## [TASK OBJECTIVE]
For the data below, retype word for word the lines from the one containing "middle dip: (256, 146)" through the one containing "ring dip: (246, 201)"; drop the pictures.

## [THE RECORDS]
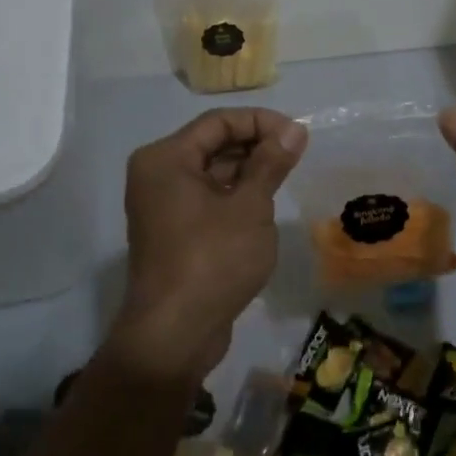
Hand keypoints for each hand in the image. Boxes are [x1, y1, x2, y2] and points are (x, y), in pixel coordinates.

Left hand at [110, 108, 307, 384]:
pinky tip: (265, 206)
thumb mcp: (250, 206)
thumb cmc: (213, 259)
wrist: (174, 334)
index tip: (298, 136)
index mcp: (165, 158)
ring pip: (212, 172)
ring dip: (249, 172)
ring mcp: (163, 205)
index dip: (261, 122)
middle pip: (213, 144)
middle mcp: (157, 175)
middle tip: (297, 157)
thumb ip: (271, 162)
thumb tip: (294, 129)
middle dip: (256, 146)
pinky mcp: (173, 231)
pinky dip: (235, 196)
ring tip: (286, 179)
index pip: (218, 122)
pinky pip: (207, 198)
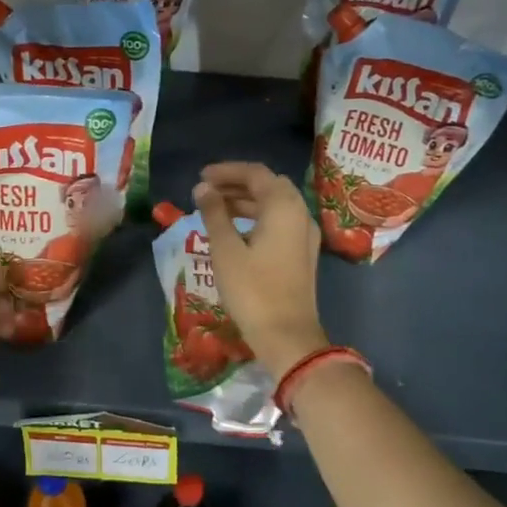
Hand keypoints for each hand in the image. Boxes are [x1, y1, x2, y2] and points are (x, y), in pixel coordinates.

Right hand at [194, 162, 327, 377]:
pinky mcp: (303, 253)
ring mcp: (306, 234)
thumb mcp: (226, 249)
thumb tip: (203, 189)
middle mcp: (300, 213)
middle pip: (268, 185)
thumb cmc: (252, 290)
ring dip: (246, 201)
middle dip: (237, 184)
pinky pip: (280, 222)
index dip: (226, 171)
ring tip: (215, 209)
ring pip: (275, 204)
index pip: (255, 173)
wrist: (287, 335)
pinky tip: (236, 231)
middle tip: (207, 191)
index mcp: (284, 206)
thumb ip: (214, 214)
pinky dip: (257, 217)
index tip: (200, 177)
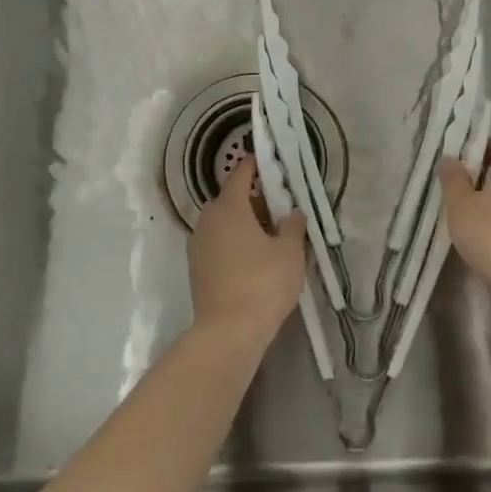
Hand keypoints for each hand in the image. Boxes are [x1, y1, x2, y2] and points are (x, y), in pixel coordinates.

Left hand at [188, 155, 307, 342]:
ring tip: (271, 235)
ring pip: (223, 223)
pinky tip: (255, 258)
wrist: (228, 331)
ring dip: (244, 223)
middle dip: (254, 199)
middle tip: (280, 207)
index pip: (241, 175)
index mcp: (229, 207)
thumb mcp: (290, 252)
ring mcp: (198, 246)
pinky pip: (218, 244)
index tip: (268, 159)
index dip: (255, 165)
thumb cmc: (263, 282)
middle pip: (231, 200)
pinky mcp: (197, 269)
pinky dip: (235, 243)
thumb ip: (293, 227)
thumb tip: (293, 212)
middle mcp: (208, 221)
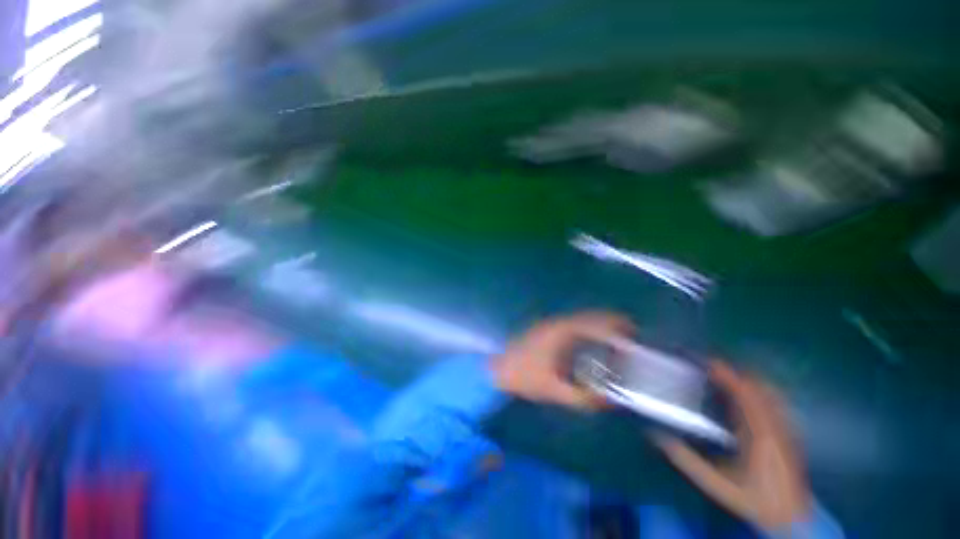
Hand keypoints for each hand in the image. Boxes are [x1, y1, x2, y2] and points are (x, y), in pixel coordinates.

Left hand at [492, 312, 633, 407]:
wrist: (496, 368)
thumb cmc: (523, 376)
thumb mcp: (555, 390)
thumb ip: (584, 397)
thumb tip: (612, 400)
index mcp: (561, 332)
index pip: (594, 321)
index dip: (615, 324)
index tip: (634, 331)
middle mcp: (557, 323)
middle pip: (590, 317)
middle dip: (611, 325)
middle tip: (629, 338)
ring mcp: (550, 325)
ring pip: (581, 321)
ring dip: (599, 328)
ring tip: (615, 343)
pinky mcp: (546, 331)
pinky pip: (573, 327)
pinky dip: (587, 332)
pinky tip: (592, 347)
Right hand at [653, 362, 810, 531]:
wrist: (793, 521)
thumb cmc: (755, 500)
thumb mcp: (717, 484)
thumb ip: (686, 460)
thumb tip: (656, 435)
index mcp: (758, 432)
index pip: (742, 390)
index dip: (722, 372)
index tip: (702, 361)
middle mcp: (774, 423)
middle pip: (756, 384)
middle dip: (732, 370)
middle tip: (706, 366)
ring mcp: (784, 427)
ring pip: (767, 390)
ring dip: (744, 378)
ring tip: (721, 376)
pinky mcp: (787, 433)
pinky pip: (772, 400)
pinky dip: (756, 390)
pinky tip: (744, 397)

## [SOLUTION TO THIS TASK]
middle dip: (256, 146)
pinky mcp: (173, 231)
pinky dip: (235, 196)
ring tip: (286, 179)
index pip: (218, 122)
pinky pip: (207, 198)
Hand keypoints for each hand in the image. Boxes are [x1, y1, x2, y2] and points are (x, y), in pixel coordinates.

Right hand at [194, 162, 327, 377]:
pinky mcp: (303, 253)
ring mcp: (306, 234)
thumb mcp: (226, 249)
thumb tip: (203, 189)
middle mcp: (300, 213)
middle pip: (268, 185)
thumb cmc: (252, 290)
ring dip: (246, 201)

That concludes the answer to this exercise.